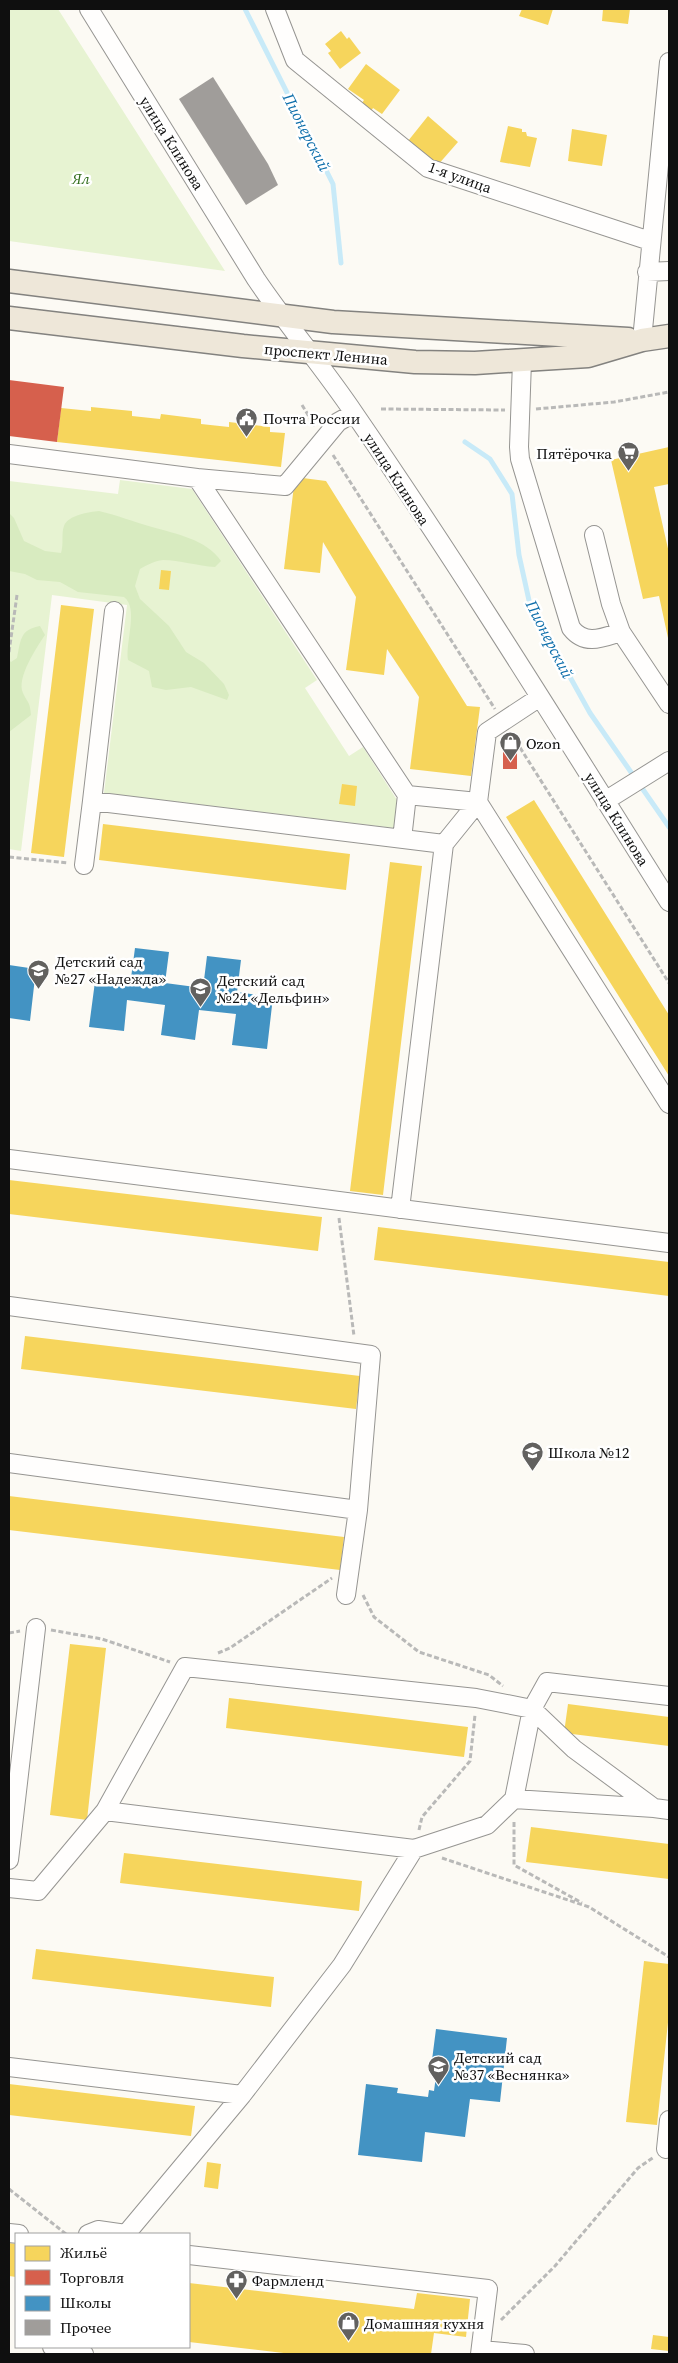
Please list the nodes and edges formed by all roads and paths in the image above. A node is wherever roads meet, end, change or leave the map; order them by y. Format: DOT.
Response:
graph roads {
  1 [pos="89,9"];
  2 [pos="274,9"];
  3 [pos="669,62"];
  4 [pos="650,241"];
  5 [pos="669,271"];
  6 [pos="647,272"];
  7 [pos="9,281"];
  8 [pos="281,316"];
  9 [pos="9,318"];
  10 [pos="669,336"];
  11 [pos="642,340"];
  12 [pos="308,353"];
  13 [pos="522,361"];
  14 [pos="302,406"];
  15 [pos="354,413"];
  16 [pos="324,440"];
  17 [pos="9,454"];
  18 [pos="197,478"];
  19 [pos="594,535"];
  20 [pos="17,595"];
  21 [pos="114,612"];
  22 [pos="621,632"];
  23 [pos="9,652"];
  24 [pos="540,697"];
  25 [pos="669,704"];
  26 [pos="503,721"];
  27 [pos="669,761"];
  28 [pos="407,795"];
  29 [pos="605,800"];
  30 [pos="92,801"];
  31 [pos="478,802"];
  32 [pos="402,839"];
  33 [pos="444,844"];
  34 [pos="9,856"];
  35 [pos="84,865"];
  36 [pos="669,902"];
  37 [pos="669,983"];
  38 [pos="669,1104"];
  39 [pos="9,1159"];
  40 [pos="337,1201"];
  41 [pos="400,1208"];
  42 [pos="669,1242"];
  43 [pos="9,1306"];
  44 [pos="354,1351"];
  45 [pos="9,1463"];
  46 [pos="358,1510"];
  47 [pos="350,1566"];
  48 [pos="346,1595"];
  49 [pos="36,1628"];
  50 [pos="9,1633"];
  51 [pos="212,1656"];
  52 [pos="185,1666"];
  53 [pos="477,1671"];
  54 [pos="669,1696"];
  55 [pos="476,1698"];
  56 [pos="532,1710"];
  57 [pos="514,1798"];
  58 [pos="662,1809"];
  59 [pos="105,1811"];
  60 [pos="414,1849"];
  61 [pos="9,1860"];
  62 [pos="9,1888"];
  63 [pos="589,1907"];
  64 [pos="669,1957"];
  65 [pos="9,2067"];
  66 [pos="242,2095"];
  67 [pos="669,2120"];
  68 [pos="666,2150"];
  69 [pos="9,2189"];
  70 [pos="65,2233"];
  71 [pos="90,2233"];
  72 [pos="120,2233"];
  73 [pos="128,2233"];
  74 [pos="190,2255"];
  75 [pos="57,2348"];
  76 [pos="481,2348"];
  77 [pos="84,2354"];
  78 [pos="525,2354"];
  1 -- 8 [label="street, улица Клинова"];
  2 -- 4 [label="street, 1-я улица"];
  3 -- 4 [label="street"];
  4 -- 6 [label="street"];
  5 -- 6 [label="street"];
  6 -- 11 [label="street"];
  7 -- 8 [label="main road, проспект Ленина"];
  8 -- 11 [label="main road, проспект Ленина"];
  8 -- 12 [label="street, улица Клинова"];
  9 -- 12 [label="main road, проспект Ленина"];
  10 -- 11 [label="main road, проспект Ленина"];
  11 -- 13 [label="main road, проспект Ленина"];
  12 -- 13 [label="main road, проспект Ленина"];
  12 -- 15 [label="street, улица Клинова"];
  13 -- 22 [label="street"];
  14 -- 16 [label="path"];
  15 -- 16 [label="street"];
  15 -- 24 [label="street, улица Клинова"];
  16 -- 18 [label="street"];
  16 -- 26 [label="path"];
  17 -- 18 [label="street"];
  18 -- 28 [label="street"];
  19 -- 22 [label="street"];
  20 -- 23 [label="path"];
  21 -- 30 [label="street"];
  22 -- 25 [label="street"];
  24 -- 26 [label="street"];
  24 -- 29 [label="street, улица Клинова"];
  26 -- 31 [label="street"];
  26 -- 37 [label="path"];
  27 -- 29 [label="street"];
  28 -- 31 [label="street"];
  28 -- 32 [label="street"];
  29 -- 36 [label="street, улица Клинова"];
  30 -- 32 [label="street"];
  30 -- 35 [label="street"];
  31 -- 33 [label="street"];
  31 -- 38 [label="street"];
  32 -- 33 [label="street"];
  33 -- 41 [label="street"];
  34 -- 35 [label="path"];
  39 -- 40 [label="street"];
  40 -- 41 [label="street"];
  40 -- 44 [label="path"];
  41 -- 42 [label="street"];
  43 -- 44 [label="street"];
  44 -- 46 [label="street"];
  45 -- 46 [label="street"];
  46 -- 47 [label="street"];
  47 -- 48 [label="street"];
  47 -- 51 [label="path"];
  47 -- 53 [label="path"];
  49 -- 50 [label="path"];
  49 -- 52 [label="path"];
  49 -- 61 [label="street"];
  52 -- 55 [label="street"];
  52 -- 59 [label="street"];
  53 -- 55 [label="path"];
  53 -- 56 [label="path"];
  54 -- 56 [label="street"];
  55 -- 56 [label="street"];
  55 -- 60 [label="path"];
  56 -- 57 [label="street"];
  56 -- 58 [label="street"];
  57 -- 58 [label="street"];
  57 -- 60 [label="street"];
  57 -- 63 [label="path"];
  59 -- 60 [label="street"];
  59 -- 62 [label="street"];
  60 -- 63 [label="path"];
  60 -- 66 [label="street"];
  63 -- 64 [label="path"];
  65 -- 66 [label="street"];
  66 -- 73 [label="street"];
  67 -- 68 [label="street"];
  68 -- 76 [label="path"];
  69 -- 70 [label="path"];
  71 -- 72 [label="street"];
  74 -- 76 [label="street"];
  75 -- 77 [label="street"];
  76 -- 78 [label="street"];
}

YOUR INSTRUCTIONS ▸
Using the material above, count the lines containing the word "проспект". Reply with the number alone.

RESPONSE AREA ▸
6